*** EXERCISE INPUTS ***

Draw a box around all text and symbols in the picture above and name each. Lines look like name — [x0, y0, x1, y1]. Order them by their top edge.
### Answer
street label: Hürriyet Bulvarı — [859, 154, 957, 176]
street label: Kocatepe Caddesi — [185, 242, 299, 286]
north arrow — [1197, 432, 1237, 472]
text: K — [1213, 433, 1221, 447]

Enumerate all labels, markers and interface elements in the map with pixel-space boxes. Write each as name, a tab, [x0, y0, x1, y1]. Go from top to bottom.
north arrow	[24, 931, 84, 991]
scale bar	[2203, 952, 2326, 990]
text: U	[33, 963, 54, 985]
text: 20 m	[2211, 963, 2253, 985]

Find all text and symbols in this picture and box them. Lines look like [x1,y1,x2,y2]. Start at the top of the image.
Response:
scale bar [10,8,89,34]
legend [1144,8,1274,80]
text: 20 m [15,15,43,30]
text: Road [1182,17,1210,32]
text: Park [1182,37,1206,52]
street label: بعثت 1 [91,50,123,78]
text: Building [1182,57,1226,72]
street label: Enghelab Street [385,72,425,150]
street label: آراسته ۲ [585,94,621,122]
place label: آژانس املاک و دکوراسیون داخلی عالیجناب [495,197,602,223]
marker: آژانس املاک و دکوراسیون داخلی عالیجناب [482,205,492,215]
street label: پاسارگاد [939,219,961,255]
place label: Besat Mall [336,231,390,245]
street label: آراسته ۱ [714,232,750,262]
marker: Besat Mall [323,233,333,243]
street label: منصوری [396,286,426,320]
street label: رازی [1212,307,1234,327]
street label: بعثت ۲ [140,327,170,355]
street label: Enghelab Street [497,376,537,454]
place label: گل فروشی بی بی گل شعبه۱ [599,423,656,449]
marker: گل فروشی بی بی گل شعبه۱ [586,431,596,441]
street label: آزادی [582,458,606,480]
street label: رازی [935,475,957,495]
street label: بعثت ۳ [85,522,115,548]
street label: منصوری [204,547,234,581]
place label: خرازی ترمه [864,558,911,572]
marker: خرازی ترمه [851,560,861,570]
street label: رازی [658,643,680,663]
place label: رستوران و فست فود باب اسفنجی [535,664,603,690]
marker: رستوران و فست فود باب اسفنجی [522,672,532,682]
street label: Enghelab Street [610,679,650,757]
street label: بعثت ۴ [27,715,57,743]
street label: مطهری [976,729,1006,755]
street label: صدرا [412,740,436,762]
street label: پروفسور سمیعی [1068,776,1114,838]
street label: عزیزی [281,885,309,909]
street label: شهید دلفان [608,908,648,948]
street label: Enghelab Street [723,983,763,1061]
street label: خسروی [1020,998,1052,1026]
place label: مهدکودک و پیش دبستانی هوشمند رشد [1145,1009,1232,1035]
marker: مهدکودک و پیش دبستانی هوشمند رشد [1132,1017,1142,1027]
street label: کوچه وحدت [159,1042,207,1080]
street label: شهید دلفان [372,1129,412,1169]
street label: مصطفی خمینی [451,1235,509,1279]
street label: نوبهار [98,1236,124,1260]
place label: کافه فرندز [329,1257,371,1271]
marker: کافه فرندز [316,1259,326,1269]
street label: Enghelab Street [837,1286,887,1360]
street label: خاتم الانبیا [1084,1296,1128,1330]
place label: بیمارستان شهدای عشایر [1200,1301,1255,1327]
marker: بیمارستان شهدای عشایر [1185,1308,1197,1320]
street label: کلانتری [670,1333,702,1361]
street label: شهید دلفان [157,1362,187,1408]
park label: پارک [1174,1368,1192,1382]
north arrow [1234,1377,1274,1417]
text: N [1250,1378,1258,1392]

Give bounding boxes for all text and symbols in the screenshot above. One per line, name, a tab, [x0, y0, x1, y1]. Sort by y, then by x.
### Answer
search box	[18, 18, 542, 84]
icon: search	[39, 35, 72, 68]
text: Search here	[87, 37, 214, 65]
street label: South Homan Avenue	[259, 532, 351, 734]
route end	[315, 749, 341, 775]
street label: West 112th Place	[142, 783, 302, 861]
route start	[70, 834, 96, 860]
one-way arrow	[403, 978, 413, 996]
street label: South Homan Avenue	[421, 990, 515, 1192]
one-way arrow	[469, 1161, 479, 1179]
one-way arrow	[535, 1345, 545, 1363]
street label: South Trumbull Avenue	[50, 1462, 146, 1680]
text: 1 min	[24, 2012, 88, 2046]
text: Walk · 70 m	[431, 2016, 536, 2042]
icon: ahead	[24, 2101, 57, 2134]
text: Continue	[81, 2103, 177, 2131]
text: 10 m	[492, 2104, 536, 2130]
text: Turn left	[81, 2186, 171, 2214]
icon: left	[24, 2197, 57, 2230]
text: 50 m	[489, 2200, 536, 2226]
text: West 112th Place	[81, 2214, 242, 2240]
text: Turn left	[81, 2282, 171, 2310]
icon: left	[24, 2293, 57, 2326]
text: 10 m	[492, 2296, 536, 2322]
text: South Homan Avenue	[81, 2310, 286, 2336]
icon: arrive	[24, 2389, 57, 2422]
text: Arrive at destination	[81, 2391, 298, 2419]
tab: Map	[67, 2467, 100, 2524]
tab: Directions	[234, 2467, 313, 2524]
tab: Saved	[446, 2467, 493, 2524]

***

◆ ACTION ITEM
Please retype all of the material above, keeping it exact.

◆ TASK SOLUTION
Draw a box around all text and symbols in the picture above and name each. Lines look like name — [x0, y0, x1, y1]. Order them by their top edge.
### Answer
street label: Hürriyet Bulvarı — [859, 154, 957, 176]
street label: Kocatepe Caddesi — [185, 242, 299, 286]
north arrow — [1197, 432, 1237, 472]
text: K — [1213, 433, 1221, 447]

Enumerate all labels, markers and interface elements in the map with pixel-space boxes. Write each as name, a tab, [x0, y0, x1, y1]. Go from top to bottom.
north arrow	[24, 931, 84, 991]
scale bar	[2203, 952, 2326, 990]
text: U	[33, 963, 54, 985]
text: 20 m	[2211, 963, 2253, 985]

Find all text and symbols in this picture and box them. Lines look like [x1,y1,x2,y2]. Start at the top of the image.
Response:
scale bar [10,8,89,34]
legend [1144,8,1274,80]
text: 20 m [15,15,43,30]
text: Road [1182,17,1210,32]
text: Park [1182,37,1206,52]
street label: بعثت 1 [91,50,123,78]
text: Building [1182,57,1226,72]
street label: Enghelab Street [385,72,425,150]
street label: آراسته ۲ [585,94,621,122]
place label: آژانس املاک و دکوراسیون داخلی عالیجناب [495,197,602,223]
marker: آژانس املاک و دکوراسیون داخلی عالیجناب [482,205,492,215]
street label: پاسارگاد [939,219,961,255]
place label: Besat Mall [336,231,390,245]
street label: آراسته ۱ [714,232,750,262]
marker: Besat Mall [323,233,333,243]
street label: منصوری [396,286,426,320]
street label: رازی [1212,307,1234,327]
street label: بعثت ۲ [140,327,170,355]
street label: Enghelab Street [497,376,537,454]
place label: گل فروشی بی بی گل شعبه۱ [599,423,656,449]
marker: گل فروشی بی بی گل شعبه۱ [586,431,596,441]
street label: آزادی [582,458,606,480]
street label: رازی [935,475,957,495]
street label: بعثت ۳ [85,522,115,548]
street label: منصوری [204,547,234,581]
place label: خرازی ترمه [864,558,911,572]
marker: خرازی ترمه [851,560,861,570]
street label: رازی [658,643,680,663]
place label: رستوران و فست فود باب اسفنجی [535,664,603,690]
marker: رستوران و فست فود باب اسفنجی [522,672,532,682]
street label: Enghelab Street [610,679,650,757]
street label: بعثت ۴ [27,715,57,743]
street label: مطهری [976,729,1006,755]
street label: صدرا [412,740,436,762]
street label: پروفسور سمیعی [1068,776,1114,838]
street label: عزیزی [281,885,309,909]
street label: شهید دلفان [608,908,648,948]
street label: Enghelab Street [723,983,763,1061]
street label: خسروی [1020,998,1052,1026]
place label: مهدکودک و پیش دبستانی هوشمند رشد [1145,1009,1232,1035]
marker: مهدکودک و پیش دبستانی هوشمند رشد [1132,1017,1142,1027]
street label: کوچه وحدت [159,1042,207,1080]
street label: شهید دلفان [372,1129,412,1169]
street label: مصطفی خمینی [451,1235,509,1279]
street label: نوبهار [98,1236,124,1260]
place label: کافه فرندز [329,1257,371,1271]
marker: کافه فرندز [316,1259,326,1269]
street label: Enghelab Street [837,1286,887,1360]
street label: خاتم الانبیا [1084,1296,1128,1330]
place label: بیمارستان شهدای عشایر [1200,1301,1255,1327]
marker: بیمارستان شهدای عشایر [1185,1308,1197,1320]
street label: کلانتری [670,1333,702,1361]
street label: شهید دلفان [157,1362,187,1408]
park label: پارک [1174,1368,1192,1382]
north arrow [1234,1377,1274,1417]
text: N [1250,1378,1258,1392]

Give bounding boxes for all text and symbols in the screenshot above. One per line, name, a tab, [x0, y0, x1, y1]. Sort by y, then by x.
### Answer
search box	[18, 18, 542, 84]
icon: search	[39, 35, 72, 68]
text: Search here	[87, 37, 214, 65]
street label: South Homan Avenue	[259, 532, 351, 734]
route end	[315, 749, 341, 775]
street label: West 112th Place	[142, 783, 302, 861]
route start	[70, 834, 96, 860]
one-way arrow	[403, 978, 413, 996]
street label: South Homan Avenue	[421, 990, 515, 1192]
one-way arrow	[469, 1161, 479, 1179]
one-way arrow	[535, 1345, 545, 1363]
street label: South Trumbull Avenue	[50, 1462, 146, 1680]
text: 1 min	[24, 2012, 88, 2046]
text: Walk · 70 m	[431, 2016, 536, 2042]
icon: ahead	[24, 2101, 57, 2134]
text: Continue	[81, 2103, 177, 2131]
text: 10 m	[492, 2104, 536, 2130]
text: Turn left	[81, 2186, 171, 2214]
icon: left	[24, 2197, 57, 2230]
text: 50 m	[489, 2200, 536, 2226]
text: West 112th Place	[81, 2214, 242, 2240]
text: Turn left	[81, 2282, 171, 2310]
icon: left	[24, 2293, 57, 2326]
text: 10 m	[492, 2296, 536, 2322]
text: South Homan Avenue	[81, 2310, 286, 2336]
icon: arrive	[24, 2389, 57, 2422]
text: Arrive at destination	[81, 2391, 298, 2419]
tab: Map	[67, 2467, 100, 2524]
tab: Directions	[234, 2467, 313, 2524]
tab: Saved	[446, 2467, 493, 2524]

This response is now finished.